Category Archives: Vulnerability Assessment

VLC and Other Software Affected By Bug in Media Library

A critical flaw in the LIVE555 Streaming Media RTSP server impacts famous applications, comprising VLC, MPlayer and others, Cisco Talos has observed.

Live Networks, Inc, developed LIVE555 Streaming Media mentions an open-source set of C++ libraries indicated for multimedia streaming. The libraries offer assistance for open standards employed in streaming, however can also be utilized for organizing of different famous formats of video and audio. The libraries are employed for cameras and other embedded gadgets in addition to media players.

Continue reading

Splunk Fixes Various Bugs in its Enterprise and Light Products

Recently, Splunk fixed various flaws in its Enterprise and Light products, containing vulnerabilities that have been evaluated as high critical. Splunk Enterprise permits companies to hunt, examine and visualize data gathered from different websites, apps, sensors and using several other devices.
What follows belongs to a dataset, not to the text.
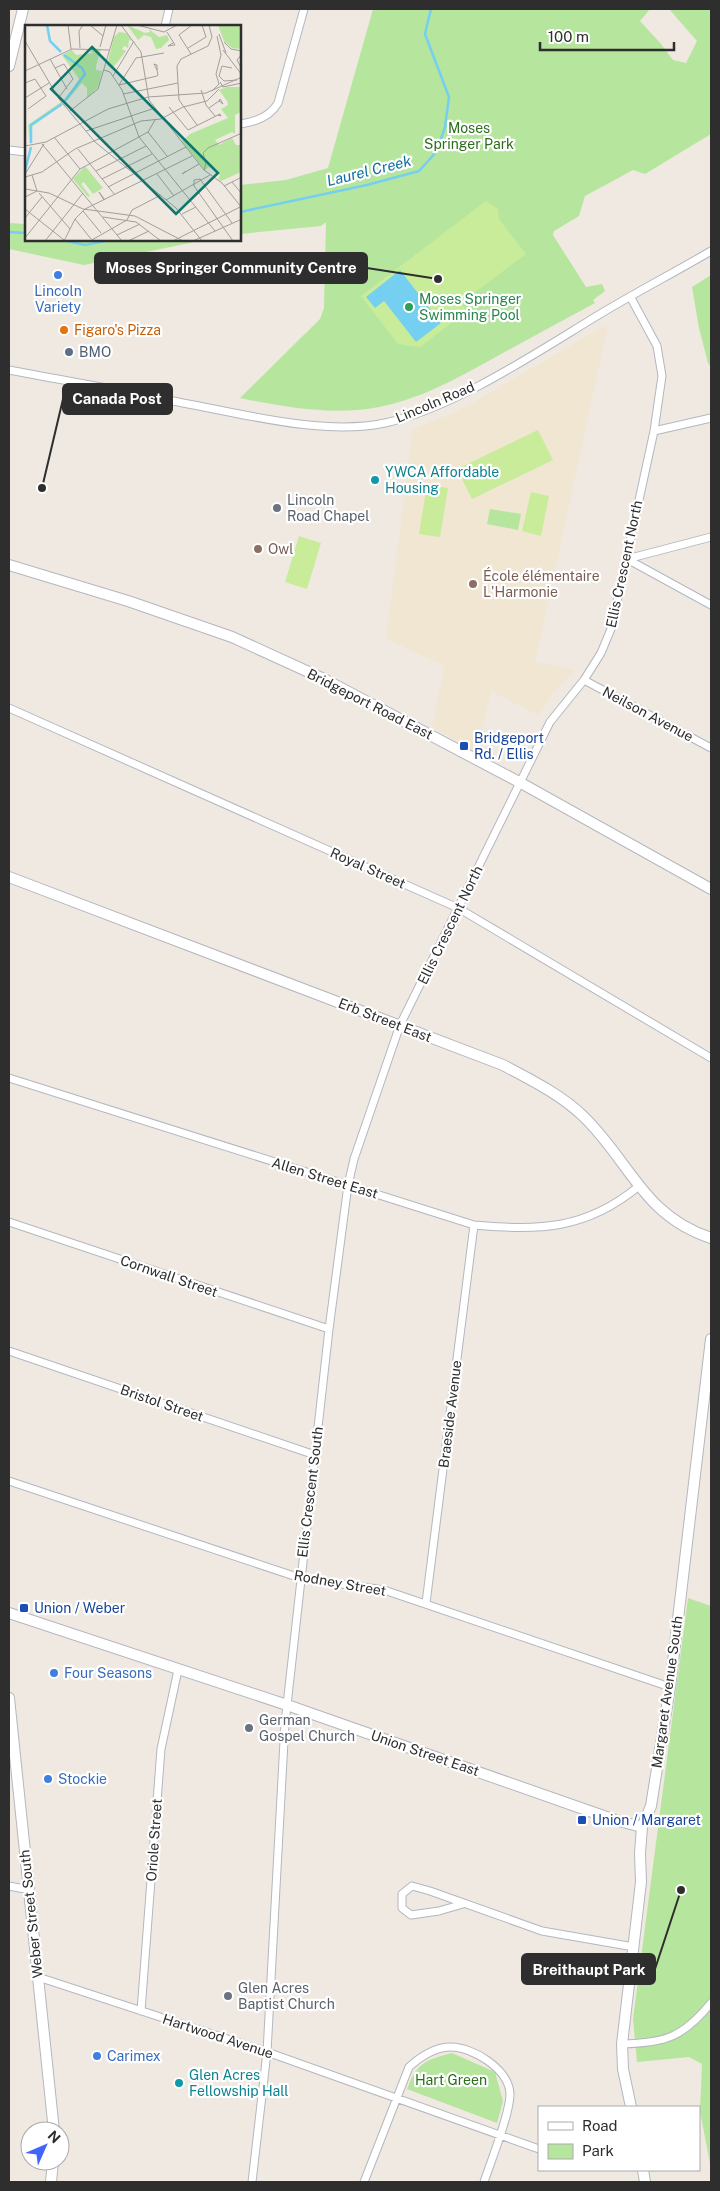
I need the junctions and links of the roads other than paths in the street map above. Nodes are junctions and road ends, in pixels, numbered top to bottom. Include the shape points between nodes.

Splunk Light is a outcome that modifies log hunting and research, along with the network monitoring and server, in medium sized IT networks.

Continue reading

Cisco Fixes High Threat Security Flaws in Numerous Products

Cisco fixed fifteen high and medium threat security concerns in numerous products permitting hackers to generate Denial of Service situations, to restart the devices, to prospect impervious info, and acquire access to private details on unsafe systems. Cisco patched more flaws today and permitted hackers to manage Cross-Site Scripting and Cross-Site Request Forgery threats through web-based management interface of a device.

Continue reading

Branch.io Bugs Revealed Tinder, Shopify, Yelp Users To XSS Threats

Millions of customers may have been revealed to cross-site scripting XSS Threats due to a flaw exist in Branch.io, a service utilized by Tinder, Shopify, Yelp and numerous others. Analysts at vpnMentor were examining Tinder and various dating applications when they identified a Tinder domain, go.tinder.com, that had numerous XSS bugs.

Continue reading

Juniper Fixes Critical Vulnerabilities in Junos OS

Juniper Networks communicated users that its Junos operating system is impacted this week by some critical flaws, containing a bug that may have been caused while harmful network inquiry. Juniper published about two dozen consultatives narrating security vulnerabilities in Junos on Wednesday, the operating system that enforces its networking and security products. The firm has supplied fixes and alleviation for each of the flaws.

Continue reading

SAP Fixes Serious Flaw in BusinessObjects

SAP announced its set of fixes of October 2018, this week, which contains the primary Hot News security record for SAP BusinessObjects in complete five years. SAP contained eleven security records in its Security Patch Day, October 2018, to which it merely included four upgrades to former announced versions. Therefore, the fixes contain fifteen records: two marked Hot News, four were on High priority, and nine remained on Medium priority.

Continue reading

Microsoft Fixes Windows Zero-Day Used by ‘FruityArmor’ Group

Patch of Microsoft release as Tuesday updates for October 2018 sort out about fifty flaws, containing a Windows zero-day vulnerability utilized by an Advanced Persistent Threat hacker recognized as FruityArmor.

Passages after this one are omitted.